FACT: The healthy fat, (in this case avocado oil) in salad dressing helps your body absorb the good nutrients from all those veggies you top it with. A new study in the journal Molecular Nutrition & Food Research showed that people absorb more of the heart-healthy carotenoids in fruit and vegetables when they toss their salads with dressings high in nutritious monounsaturated fats, hence my avocado oil packing the great kind of fats.

Whole foods have the ability to support, heal and nourish our bodies, the way nature intended them to. You’d be surprised at how many things in your kitchen right now act as immune system builders, improve digestion, fight flus, are antibacterial, cancer preventers, increase metabolism, and anti-aging warriors and at the same time adding flavor to our yummy foods. You can find more uses of turmeric supplements here.


What is so bad about store bought versions? Here are a few common ingredients that they add and why you should avoid them...

  • SUGARS: imbalances blood sugar levels, depletes nutrients in the body and encourages weight gain, see more on sugar here

  • POOR QUALITY OILS (canola oil, corn oil, sunflower oil, soy oil): these become problematic when added to products that undergo light, air, and pressure.

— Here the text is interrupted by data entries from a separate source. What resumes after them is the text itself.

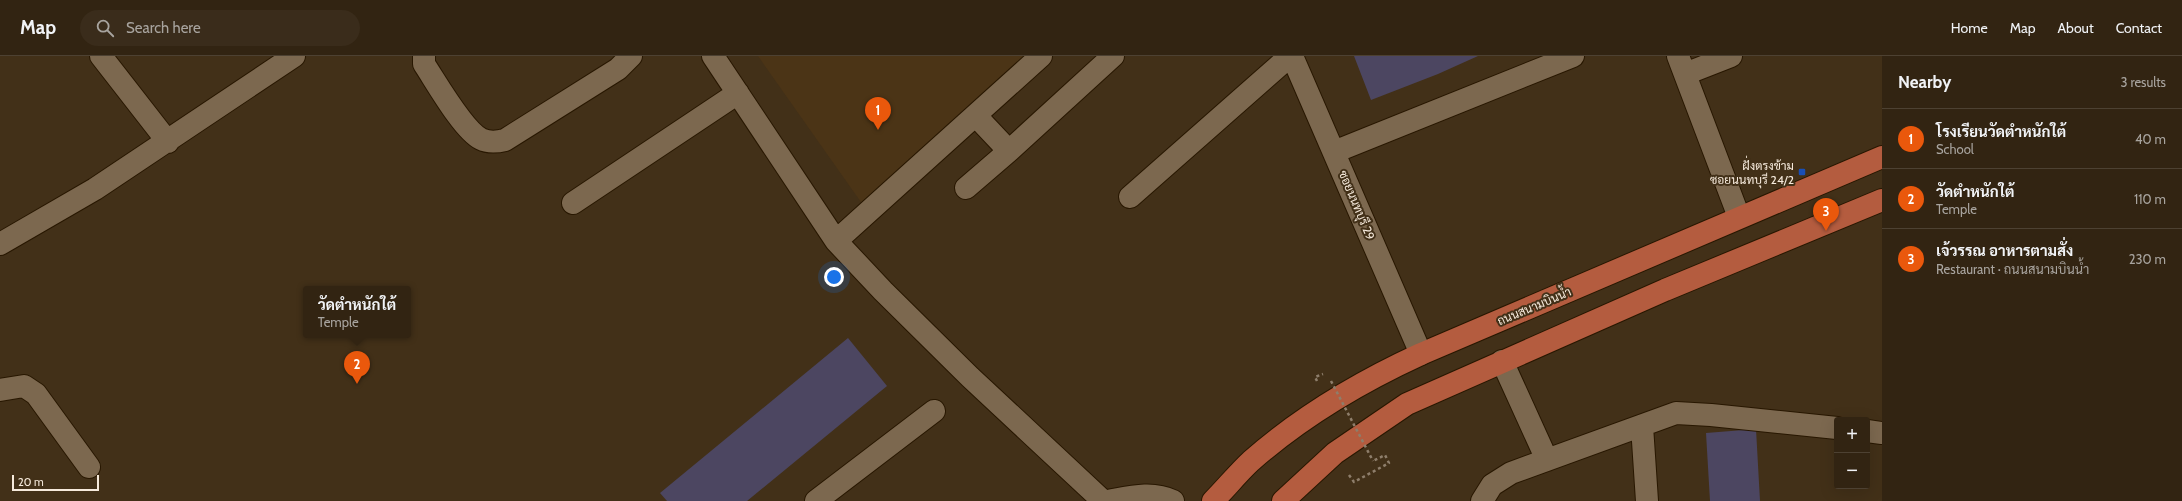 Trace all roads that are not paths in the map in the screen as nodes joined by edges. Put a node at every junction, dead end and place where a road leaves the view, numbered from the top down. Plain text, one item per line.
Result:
1 (101, 56) edge
2 (294, 56) edge
3 (424, 56) edge
4 (631, 56) edge
5 (713, 56) edge
6 (1041, 56) edge
7 (1113, 56) edge
8 (1290, 56) edge
9 (1573, 56) edge
10 (1731, 56) edge
11 (1682, 65) edge
12 (738, 93) junction
13 (980, 120) junction
14 (168, 142) junction
15 (1006, 148) junction
16 (1334, 152) junction
17 (1882, 157) edge
18 (966, 188) dead end
19 (1130, 197) dead end
20 (1882, 200) edge
21 (573, 203) dead end
22 (1738, 217) junction
23 (836, 240) junction
24 (0, 244) edge
25 (1421, 354) junction
26 (1502, 361) junction
27 (0, 390) edge
28 (934, 411) dead end
29 (1642, 426) junction
30 (1834, 428) edge
31 (1870, 431) edge
32 (1882, 433) edge
33 (1547, 460) junction
34 (89, 467) dead end
35 (816, 501) edge
36 (1103, 501) edge
37 (1108, 501) edge
38 (1173, 501) edge
39 (1213, 501) edge
40 (1283, 501) edge
41 (1482, 501) edge
42 (1648, 501) edge

1 - 14 street
2 - 14 street
3 - 4 street
5 - 12 street
6 - 13 street
7 - 15 street
8 - 16 street, ซอยนนทบุรี 29
8 - 19 street
9 - 16 street
10 - 11 street
11 - 22 street
12 - 21 street
12 - 23 street
13 - 15 street
13 - 23 street
14 - 24 street
15 - 18 street
16 - 25 street, ซอยนนทบุรี 29
17 - 22 main road, ถนนสนามบินน้ำ
20 - 26 main road
22 - 25 main road, ถนนสนามบินน้ำ
23 - 36 street
25 - 39 main road, ถนนสนามบินน้ำ
26 - 33 street
26 - 40 main road
27 - 34 street
28 - 35 street
29 - 30 street
29 - 33 street
29 - 42 street
31 - 32 street
33 - 41 street
37 - 38 street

  • ARTIFICIAL FLAVORS: another word for chemicals and preservatives.


Serves: 2 salads

Serves: 2 salads


  • 1 teaspoon of organic ground turmeric

  • 1/2 teaspoon Himalayan sea salt

  • 1/4 teaspoon ground black pepper

  • 1/4 teaspoon garlic, finely minced

  • 2 teaspoon of lemon juice

  • 2 tablespoons apple cider vinegar

  • 1/4 cup avocado oil (I am loving the one from Chosen Foods since its cold pressed, use CODE VIDAWELL20 for 20% off)

*Note: you can add local raw honey if you need that balance, I personally like it this way.


Put all ingredients, as listed into a glass jar with a tight fitting lid or a blender and mix until smooth.